= Sant'Agostino, Mondolfo =

Building in Mondolfo, Italy

Sant'Agostino is a Roman Catholic church, located on Via Cavour in Mondolfo, region of Marche, Italy.

==History==
The church and convent was initially built in 13th century, when it was located just inside the town walls, near the Porta Santa Maria, and affiliated with the Augustinian order, likely derived from the Abbey of Piaggiolino.

By 1427, Bella, the widow of Allevuccio Mencoli, and her daughter Antonia commissioned Gigliolo da Parma to paint frescoes in a chapel dedicated to St Anthony Abbot, patron of pilgrims. The church was damaged during the various conflicts in the region. In 1466, the comune funded reconstruction the church, using designs submitted by Antonio di Pietro of Vercelli, architect for Sigismondo Pandolfo Malatesta in Senigallia.

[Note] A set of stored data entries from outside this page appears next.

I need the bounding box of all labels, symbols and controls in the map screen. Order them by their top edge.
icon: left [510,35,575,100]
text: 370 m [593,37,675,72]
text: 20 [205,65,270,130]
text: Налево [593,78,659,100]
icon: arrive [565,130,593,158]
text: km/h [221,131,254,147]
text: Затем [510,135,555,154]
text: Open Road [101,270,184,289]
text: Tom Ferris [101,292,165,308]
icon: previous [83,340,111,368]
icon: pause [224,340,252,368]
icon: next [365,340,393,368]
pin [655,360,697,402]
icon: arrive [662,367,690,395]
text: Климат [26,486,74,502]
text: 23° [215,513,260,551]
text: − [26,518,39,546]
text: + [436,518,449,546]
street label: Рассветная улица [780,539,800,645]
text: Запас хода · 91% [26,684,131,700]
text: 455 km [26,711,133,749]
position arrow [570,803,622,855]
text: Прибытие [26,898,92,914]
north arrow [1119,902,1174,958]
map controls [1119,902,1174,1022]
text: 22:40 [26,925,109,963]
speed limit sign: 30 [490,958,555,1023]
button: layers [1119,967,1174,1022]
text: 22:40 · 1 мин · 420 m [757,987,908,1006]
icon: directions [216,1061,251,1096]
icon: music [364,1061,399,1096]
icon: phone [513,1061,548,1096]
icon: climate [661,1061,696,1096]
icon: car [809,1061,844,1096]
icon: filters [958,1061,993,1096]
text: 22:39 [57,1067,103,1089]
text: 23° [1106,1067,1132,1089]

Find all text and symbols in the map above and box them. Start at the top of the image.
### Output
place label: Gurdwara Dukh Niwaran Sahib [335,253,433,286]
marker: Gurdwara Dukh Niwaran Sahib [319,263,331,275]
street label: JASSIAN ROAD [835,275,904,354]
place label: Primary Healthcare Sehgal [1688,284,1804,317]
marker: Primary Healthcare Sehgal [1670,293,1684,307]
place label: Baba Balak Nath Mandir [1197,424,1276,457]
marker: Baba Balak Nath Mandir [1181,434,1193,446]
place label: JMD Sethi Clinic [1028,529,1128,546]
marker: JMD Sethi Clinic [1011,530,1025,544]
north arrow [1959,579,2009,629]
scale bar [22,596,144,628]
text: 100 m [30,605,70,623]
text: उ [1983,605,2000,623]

The convent flourished at the end of the 15th and start of the 16th centuries. The church was refurbished and enlarged starting in 1586 - 1593, and rededicated to the Madonna del Soccorso. Construction lasted till the end of the 18th-century. In 1726 the facade gained three elegant portals; in 1732, the chapel of San Nicola da Tolentino was built; and in 1760, the apse rebuilt.

The Chapel of St Nicola has a 17th-century canvas depicting San Nicola by an anonymous local painter and a Miracle of the Procession in time of the Plague with the Madonna and Child with Saints Nicola and Francis by Alessandro Tiarini. In the Church, a canvas depicting the Madonna della Gatta is a copy by his studio of a Federico Barocci painting. The third and fourth altarpieces (after 1621) depict St Anthony Abbot and Paul the Hermit and a Madonna and Child with St John the Baptist and John the Evangelist by Claudio Ridolfi. The fifth altar has an altarpiece depicting the Martyrdom of Saints Simon and Judas (1649) by Giovanni Francesco Guerrieri. The sixth altar on the right has 15 small canvases by an anonymous local 17th-century painter, depicting the Mysteries of the Rosary and an atavistic Byzantine 16th-century icon of the Madonna del Buon Consiglio. The church also has artworks by Girolamo Cialdieri, Giuliano Presutti, and Sebastiano Ceccarini.

One of the courtyards has frescoed lunettes (17th century) depicting the Life of St Augustine. In 2015, the convent is used for cultural activities, including a museum.